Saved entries

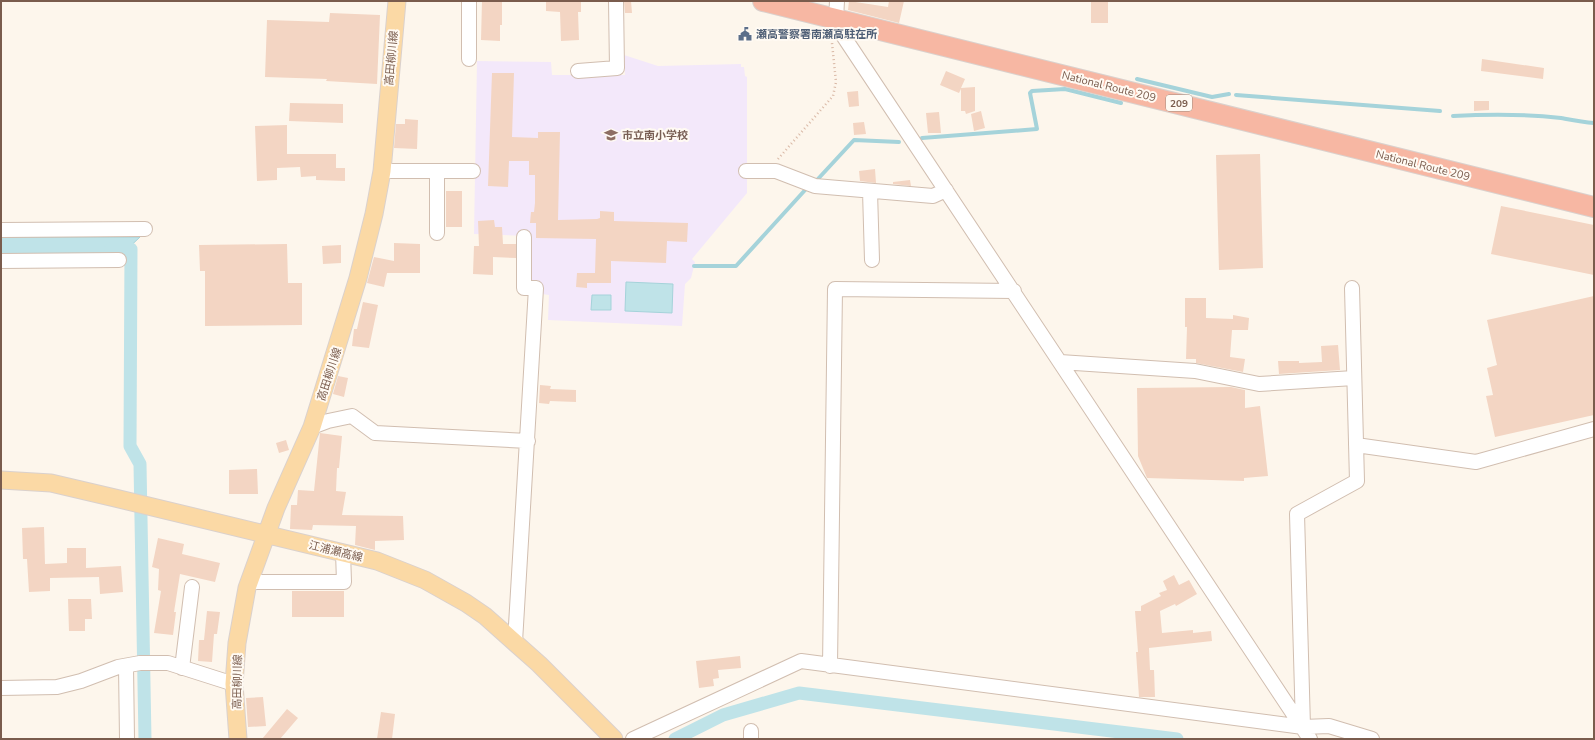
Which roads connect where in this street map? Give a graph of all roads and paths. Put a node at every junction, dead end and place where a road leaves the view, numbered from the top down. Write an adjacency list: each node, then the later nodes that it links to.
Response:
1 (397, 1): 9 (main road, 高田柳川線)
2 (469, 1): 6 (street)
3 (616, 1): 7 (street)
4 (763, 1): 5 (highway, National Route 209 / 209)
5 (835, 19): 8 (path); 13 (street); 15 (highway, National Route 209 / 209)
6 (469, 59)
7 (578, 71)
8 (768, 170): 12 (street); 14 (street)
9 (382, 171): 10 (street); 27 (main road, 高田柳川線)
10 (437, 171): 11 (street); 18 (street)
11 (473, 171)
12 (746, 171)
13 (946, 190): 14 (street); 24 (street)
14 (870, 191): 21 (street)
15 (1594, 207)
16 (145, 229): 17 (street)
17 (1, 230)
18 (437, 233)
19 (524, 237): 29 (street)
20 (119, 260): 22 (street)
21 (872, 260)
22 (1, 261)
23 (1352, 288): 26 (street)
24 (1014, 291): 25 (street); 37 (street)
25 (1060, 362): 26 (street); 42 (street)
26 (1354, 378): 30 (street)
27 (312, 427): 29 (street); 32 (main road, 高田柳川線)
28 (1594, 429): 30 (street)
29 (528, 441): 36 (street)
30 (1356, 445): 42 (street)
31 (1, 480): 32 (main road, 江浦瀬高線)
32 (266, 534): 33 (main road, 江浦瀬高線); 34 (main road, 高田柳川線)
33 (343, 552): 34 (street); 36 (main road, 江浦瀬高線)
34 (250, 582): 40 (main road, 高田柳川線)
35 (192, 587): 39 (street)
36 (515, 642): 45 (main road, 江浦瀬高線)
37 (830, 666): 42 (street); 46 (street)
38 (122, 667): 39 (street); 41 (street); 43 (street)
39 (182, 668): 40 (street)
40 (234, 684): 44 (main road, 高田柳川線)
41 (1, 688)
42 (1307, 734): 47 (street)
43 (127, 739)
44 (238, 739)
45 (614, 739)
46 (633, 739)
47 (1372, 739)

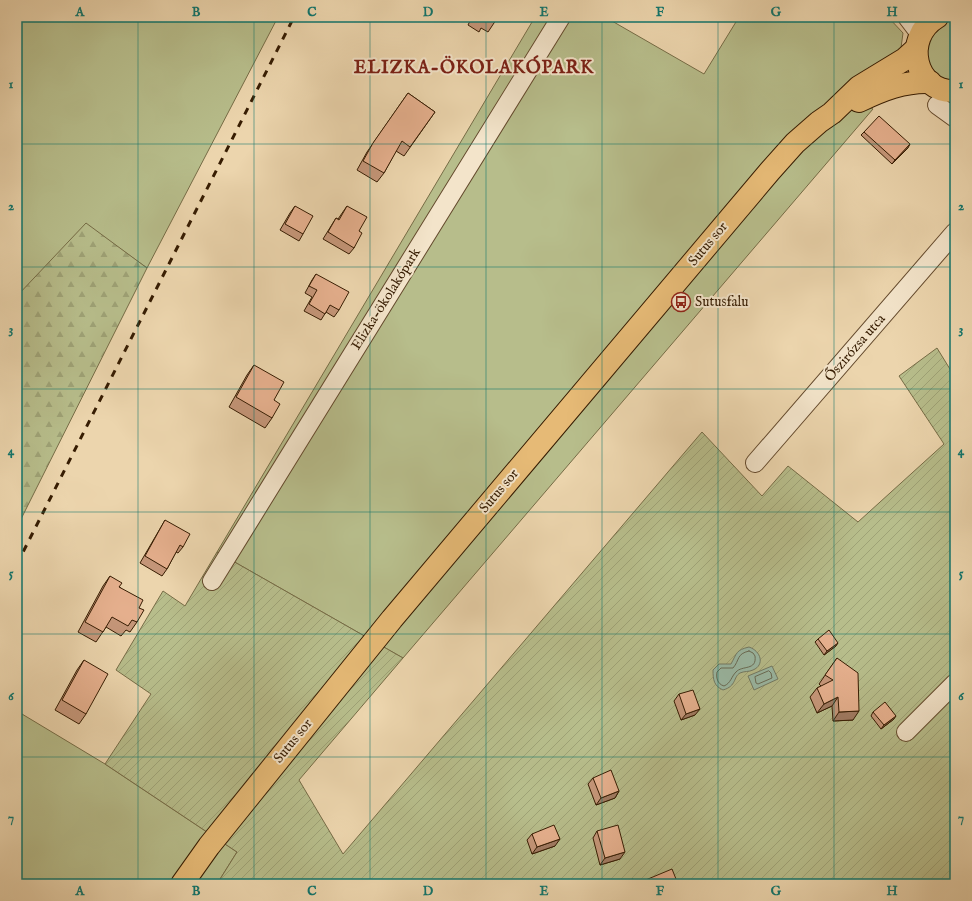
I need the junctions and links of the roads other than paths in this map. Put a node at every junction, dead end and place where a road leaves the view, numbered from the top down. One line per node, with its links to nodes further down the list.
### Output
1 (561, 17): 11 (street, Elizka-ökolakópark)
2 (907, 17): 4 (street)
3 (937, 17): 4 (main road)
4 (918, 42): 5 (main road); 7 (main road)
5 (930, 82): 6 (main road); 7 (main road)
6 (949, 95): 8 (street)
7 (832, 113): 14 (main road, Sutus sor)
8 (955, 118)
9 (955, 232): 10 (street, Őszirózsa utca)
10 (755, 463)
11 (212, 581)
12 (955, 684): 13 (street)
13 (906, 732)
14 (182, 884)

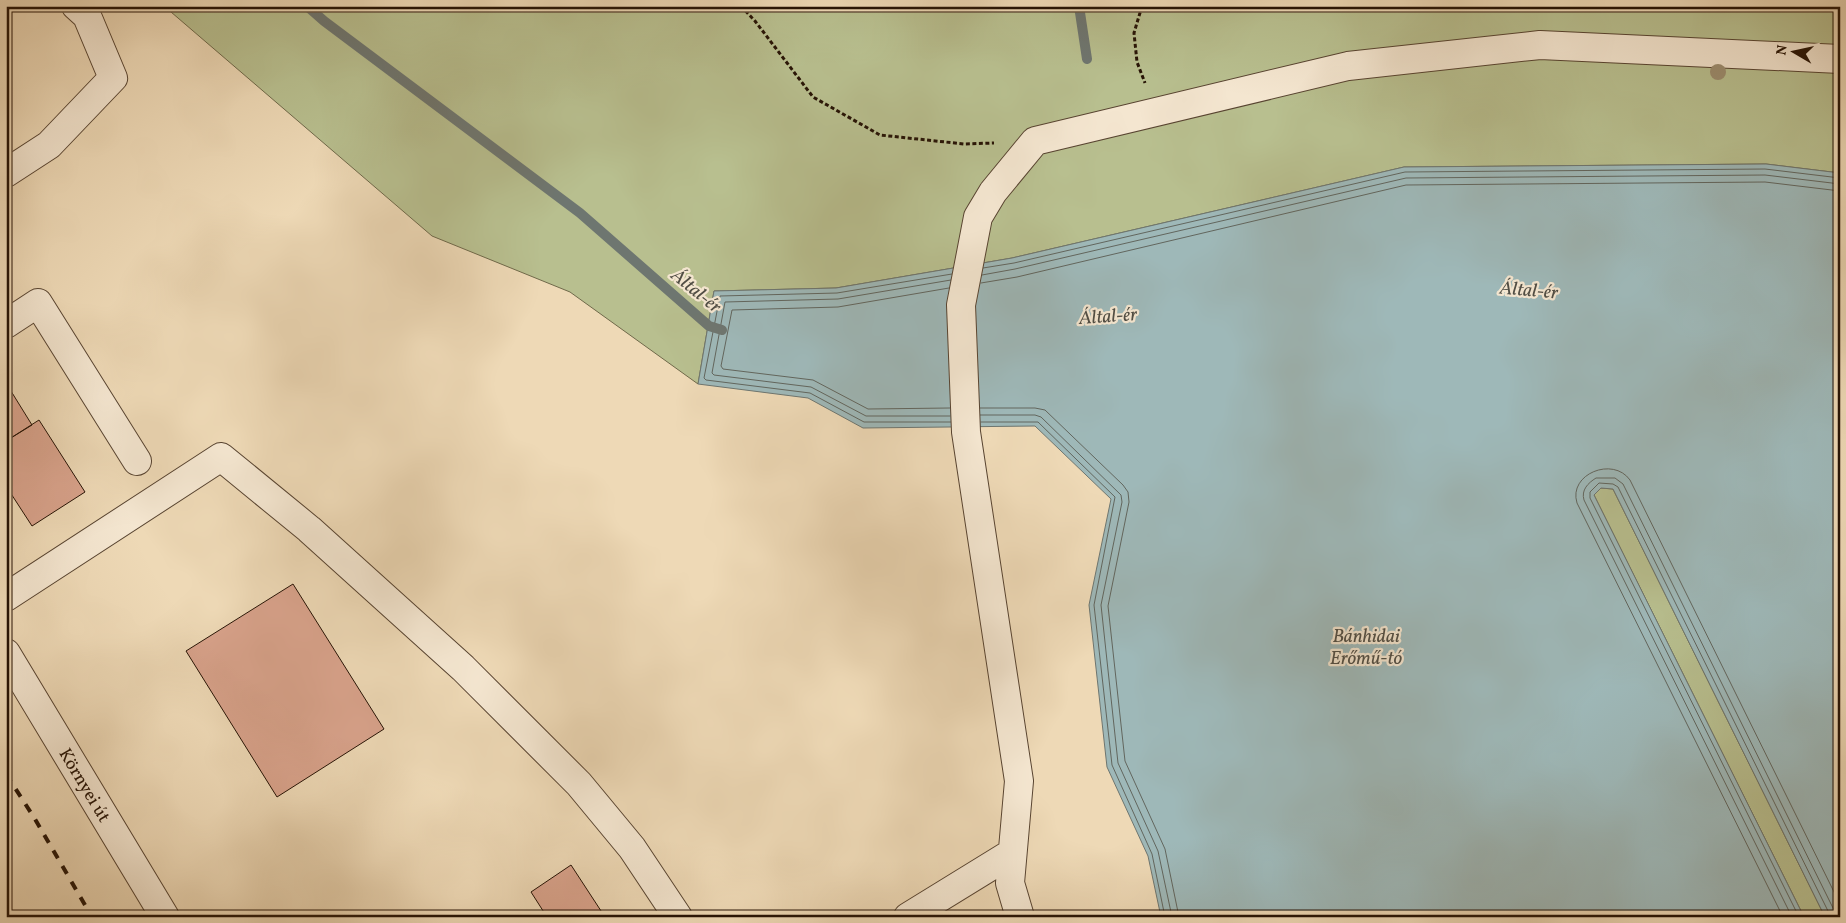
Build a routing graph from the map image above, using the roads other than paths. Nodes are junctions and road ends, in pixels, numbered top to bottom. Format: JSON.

◆ **Directions**
All of the data gets printed again exactly; the pictures do not.

◆ **Answer to the exercise**
Which roads connect where in this street map? Give a graph of all roads and paths. Put a node at every junction, dead end and place where a road leaves the view, numbered from the top down. Write an adjacency list: each node, then the later nodes that it links to.
Response:
1 (397, 1): 9 (main road, 高田柳川線)
2 (469, 1): 6 (street)
3 (616, 1): 7 (street)
4 (763, 1): 5 (highway, National Route 209 / 209)
5 (835, 19): 8 (path); 13 (street); 15 (highway, National Route 209 / 209)
6 (469, 59)
7 (578, 71)
8 (768, 170): 12 (street); 14 (street)
9 (382, 171): 10 (street); 27 (main road, 高田柳川線)
10 (437, 171): 11 (street); 18 (street)
11 (473, 171)
12 (746, 171)
13 (946, 190): 14 (street); 24 (street)
14 (870, 191): 21 (street)
15 (1594, 207)
16 (145, 229): 17 (street)
17 (1, 230)
18 (437, 233)
19 (524, 237): 29 (street)
20 (119, 260): 22 (street)
21 (872, 260)
22 (1, 261)
23 (1352, 288): 26 (street)
24 (1014, 291): 25 (street); 37 (street)
25 (1060, 362): 26 (street); 42 (street)
26 (1354, 378): 30 (street)
27 (312, 427): 29 (street); 32 (main road, 高田柳川線)
28 (1594, 429): 30 (street)
29 (528, 441): 36 (street)
30 (1356, 445): 42 (street)
31 (1, 480): 32 (main road, 江浦瀬高線)
32 (266, 534): 33 (main road, 江浦瀬高線); 34 (main road, 高田柳川線)
33 (343, 552): 34 (street); 36 (main road, 江浦瀬高線)
34 (250, 582): 40 (main road, 高田柳川線)
35 (192, 587): 39 (street)
36 (515, 642): 45 (main road, 江浦瀬高線)
37 (830, 666): 42 (street); 46 (street)
38 (122, 667): 39 (street); 41 (street); 43 (street)
39 (182, 668): 40 (street)
40 (234, 684): 44 (main road, 高田柳川線)
41 (1, 688)
42 (1307, 734): 47 (street)
43 (127, 739)
44 (238, 739)
45 (614, 739)
46 (633, 739)
47 (1372, 739)

I need the junctions and links of the roads other than paths in this map. Put a node at every junction, dead end and place where a road leaves the view, numbered from the top down. One line per node, with its links to nodes further down the list.
### Output
1 (561, 17): 11 (street, Elizka-ökolakópark)
2 (907, 17): 4 (street)
3 (937, 17): 4 (main road)
4 (918, 42): 5 (main road); 7 (main road)
5 (930, 82): 6 (main road); 7 (main road)
6 (949, 95): 8 (street)
7 (832, 113): 14 (main road, Sutus sor)
8 (955, 118)
9 (955, 232): 10 (street, Őszirózsa utca)
10 (755, 463)
11 (212, 581)
12 (955, 684): 13 (street)
13 (906, 732)
14 (182, 884)

Build a routing graph from the map image above, using the roads other than paths. Nodes are junctions and road ends, in pixels, numbered top to bottom. Format: JSON.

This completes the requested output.